Scan the material below for the word "ring", then copy every line in which it appears.

• **Provided records**:
^^^^^^^^
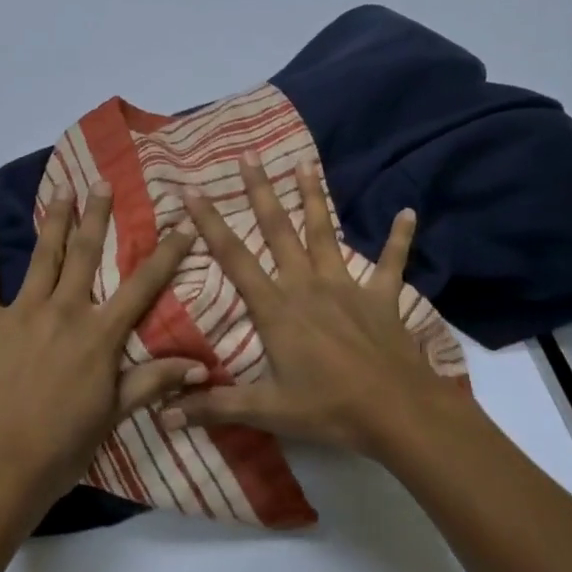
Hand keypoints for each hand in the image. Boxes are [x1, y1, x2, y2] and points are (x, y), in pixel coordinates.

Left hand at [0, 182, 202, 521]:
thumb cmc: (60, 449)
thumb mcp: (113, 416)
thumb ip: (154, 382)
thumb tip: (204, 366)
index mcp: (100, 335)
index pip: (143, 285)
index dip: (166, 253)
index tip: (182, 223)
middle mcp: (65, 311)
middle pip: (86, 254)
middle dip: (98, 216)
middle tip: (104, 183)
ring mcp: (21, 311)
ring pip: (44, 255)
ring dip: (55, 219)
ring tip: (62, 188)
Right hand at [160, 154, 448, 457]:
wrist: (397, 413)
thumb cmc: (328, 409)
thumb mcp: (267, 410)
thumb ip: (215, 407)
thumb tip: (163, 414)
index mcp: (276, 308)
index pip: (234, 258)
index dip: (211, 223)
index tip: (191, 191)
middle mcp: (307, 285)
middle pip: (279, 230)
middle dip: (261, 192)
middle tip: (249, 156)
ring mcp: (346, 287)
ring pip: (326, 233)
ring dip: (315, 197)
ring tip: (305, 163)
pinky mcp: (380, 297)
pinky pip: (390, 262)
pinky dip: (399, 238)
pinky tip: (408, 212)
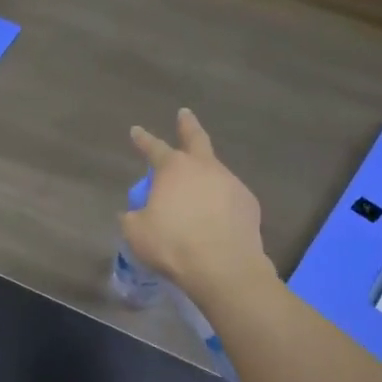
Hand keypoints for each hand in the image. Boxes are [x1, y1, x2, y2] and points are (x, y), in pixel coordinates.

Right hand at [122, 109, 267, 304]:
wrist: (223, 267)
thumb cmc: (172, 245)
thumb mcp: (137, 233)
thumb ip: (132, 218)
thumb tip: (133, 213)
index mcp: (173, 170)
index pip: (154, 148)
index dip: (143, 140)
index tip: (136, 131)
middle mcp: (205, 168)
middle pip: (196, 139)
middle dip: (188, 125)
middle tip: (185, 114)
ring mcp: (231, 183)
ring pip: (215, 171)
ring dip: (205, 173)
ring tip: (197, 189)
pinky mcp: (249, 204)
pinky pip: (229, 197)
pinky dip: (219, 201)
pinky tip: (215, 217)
^^^^^^^^
• **Exercise solution**:
ring mcp: (21, 311)
ring pip: (44, 255)
ring dip: (55, 219)
ring tip: (62, 188)
ring mcp: (346, 287)
ring pip: (326, 233)
ring dip: (315, 197)
ring tip: (305, 163)
ring mcp: (231, 183)
ring pip: (215, 171)
ring dip: (205, 173)
ring tip: (197, 189)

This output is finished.